#### [DIRECTIONS]
Consider each line of the material below and note whether it holds "ПРИГОРОДНАЯ". State how many do, and nothing else.

═════ TASK INPUT ═════

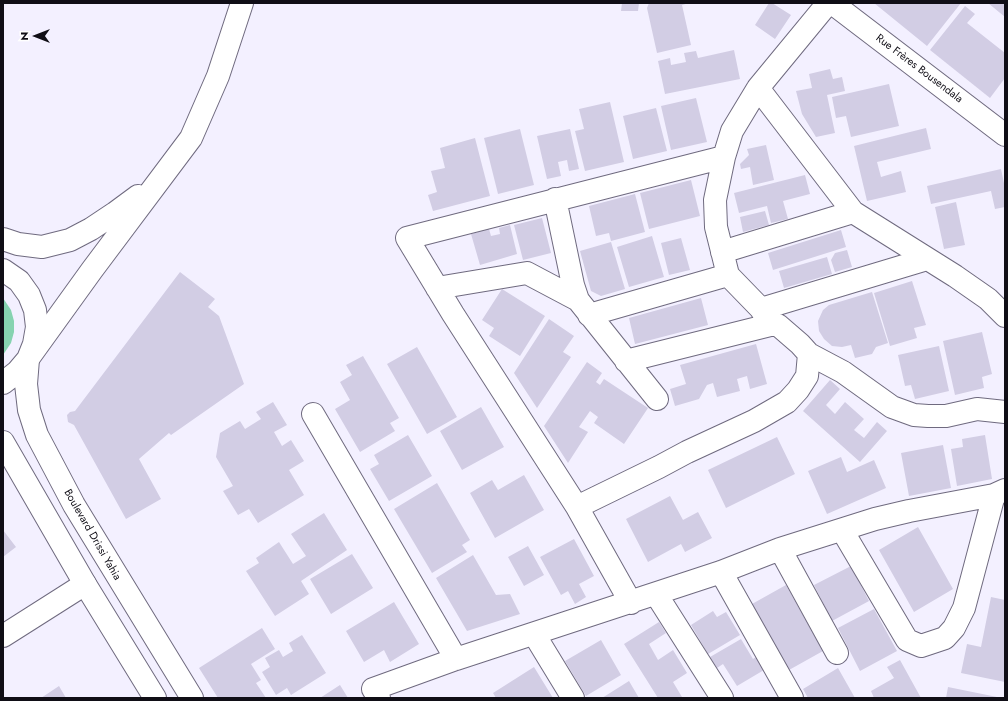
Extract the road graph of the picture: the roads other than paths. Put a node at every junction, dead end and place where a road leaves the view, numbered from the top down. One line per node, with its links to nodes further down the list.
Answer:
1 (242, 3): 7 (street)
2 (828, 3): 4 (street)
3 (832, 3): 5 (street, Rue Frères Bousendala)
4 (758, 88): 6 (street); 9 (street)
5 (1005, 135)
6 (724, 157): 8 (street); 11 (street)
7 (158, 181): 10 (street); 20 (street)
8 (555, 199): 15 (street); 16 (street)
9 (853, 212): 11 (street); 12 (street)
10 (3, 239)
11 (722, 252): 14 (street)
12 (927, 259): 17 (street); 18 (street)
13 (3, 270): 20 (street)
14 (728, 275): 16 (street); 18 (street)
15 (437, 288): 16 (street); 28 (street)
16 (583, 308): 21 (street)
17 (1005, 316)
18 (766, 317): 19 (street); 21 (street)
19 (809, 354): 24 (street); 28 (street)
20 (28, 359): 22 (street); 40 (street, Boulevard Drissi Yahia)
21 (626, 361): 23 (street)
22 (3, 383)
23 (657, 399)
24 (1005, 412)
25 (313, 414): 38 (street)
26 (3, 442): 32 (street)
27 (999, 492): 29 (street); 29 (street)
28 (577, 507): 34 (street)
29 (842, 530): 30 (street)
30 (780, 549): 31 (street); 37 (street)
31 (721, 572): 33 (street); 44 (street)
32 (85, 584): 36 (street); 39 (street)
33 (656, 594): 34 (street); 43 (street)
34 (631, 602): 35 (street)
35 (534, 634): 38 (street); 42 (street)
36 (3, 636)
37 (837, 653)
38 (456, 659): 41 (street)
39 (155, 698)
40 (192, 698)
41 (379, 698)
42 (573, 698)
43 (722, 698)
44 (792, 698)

═════
═════ TASK INPUT ═════

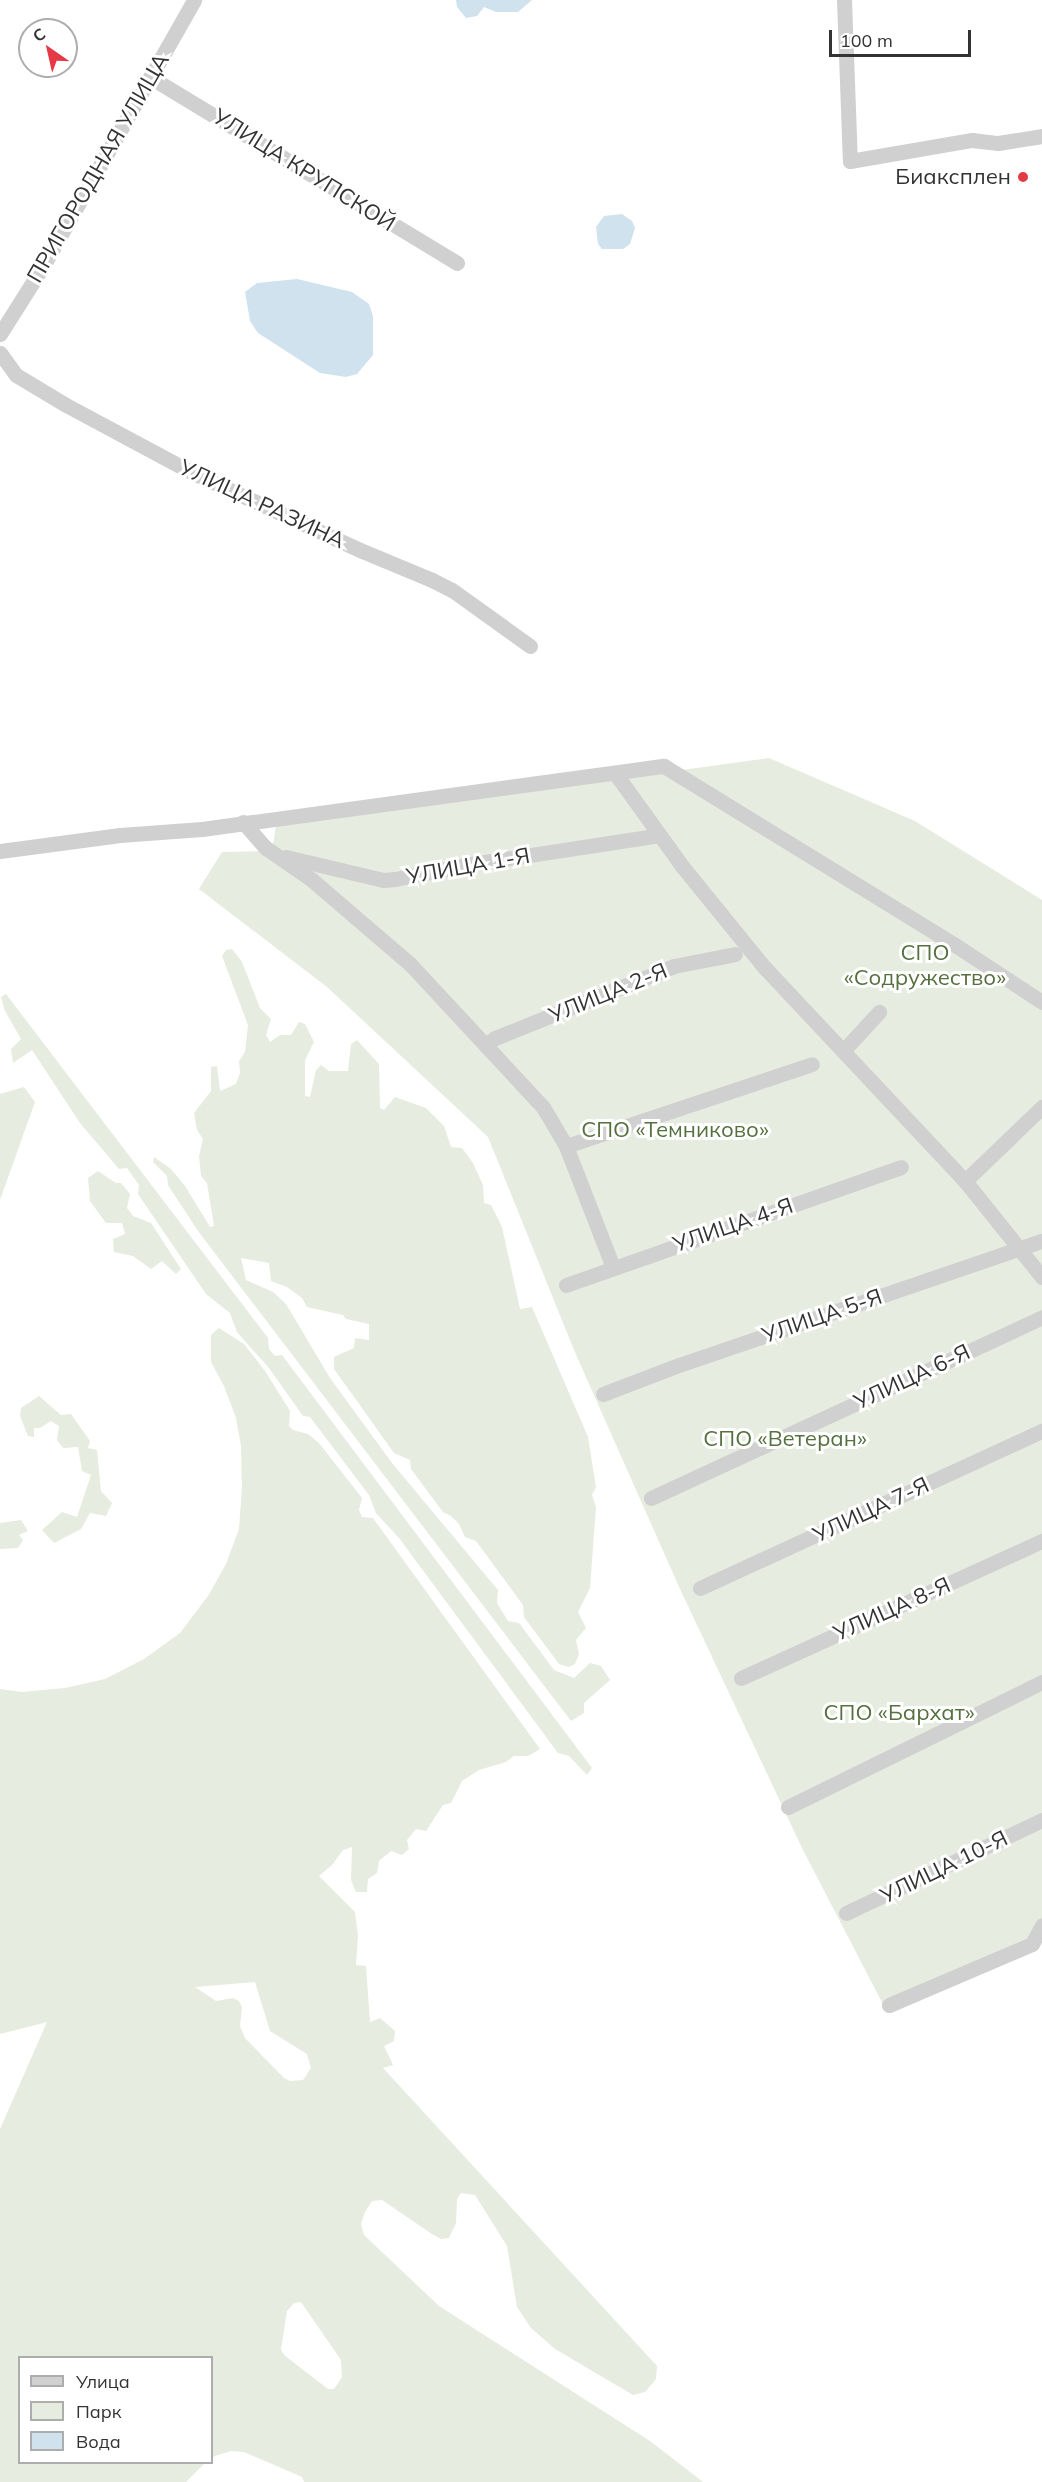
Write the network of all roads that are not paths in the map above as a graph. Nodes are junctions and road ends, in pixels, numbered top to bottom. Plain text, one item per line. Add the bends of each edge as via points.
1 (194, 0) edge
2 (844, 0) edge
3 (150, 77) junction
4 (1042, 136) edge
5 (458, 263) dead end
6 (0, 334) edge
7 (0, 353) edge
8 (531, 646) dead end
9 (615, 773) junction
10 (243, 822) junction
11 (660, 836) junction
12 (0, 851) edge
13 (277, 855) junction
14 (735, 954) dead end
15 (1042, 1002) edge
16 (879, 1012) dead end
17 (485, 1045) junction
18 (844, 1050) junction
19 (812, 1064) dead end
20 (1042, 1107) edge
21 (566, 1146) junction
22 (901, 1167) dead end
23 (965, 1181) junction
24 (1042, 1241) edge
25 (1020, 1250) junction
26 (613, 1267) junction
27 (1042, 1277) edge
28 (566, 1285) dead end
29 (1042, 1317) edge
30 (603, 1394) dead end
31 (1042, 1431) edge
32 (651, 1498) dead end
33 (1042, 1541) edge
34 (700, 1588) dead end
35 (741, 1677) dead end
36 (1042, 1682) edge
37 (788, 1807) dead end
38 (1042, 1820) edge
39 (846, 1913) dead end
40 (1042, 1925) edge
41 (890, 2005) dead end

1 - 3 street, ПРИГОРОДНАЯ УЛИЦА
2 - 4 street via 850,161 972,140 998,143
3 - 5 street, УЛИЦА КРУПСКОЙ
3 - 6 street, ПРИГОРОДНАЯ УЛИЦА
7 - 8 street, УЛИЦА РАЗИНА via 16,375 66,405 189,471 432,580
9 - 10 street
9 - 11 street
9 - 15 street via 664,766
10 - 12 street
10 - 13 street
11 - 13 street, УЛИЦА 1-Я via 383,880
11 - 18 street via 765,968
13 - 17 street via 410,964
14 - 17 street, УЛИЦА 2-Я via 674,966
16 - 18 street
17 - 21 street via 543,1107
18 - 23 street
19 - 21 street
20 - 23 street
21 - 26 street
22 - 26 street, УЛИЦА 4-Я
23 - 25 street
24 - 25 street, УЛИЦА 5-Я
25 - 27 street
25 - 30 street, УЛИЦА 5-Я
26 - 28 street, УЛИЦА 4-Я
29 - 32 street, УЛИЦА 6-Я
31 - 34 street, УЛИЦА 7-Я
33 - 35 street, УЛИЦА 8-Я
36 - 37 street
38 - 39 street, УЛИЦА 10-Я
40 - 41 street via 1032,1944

═════

#### [TASK OUTPUT]
2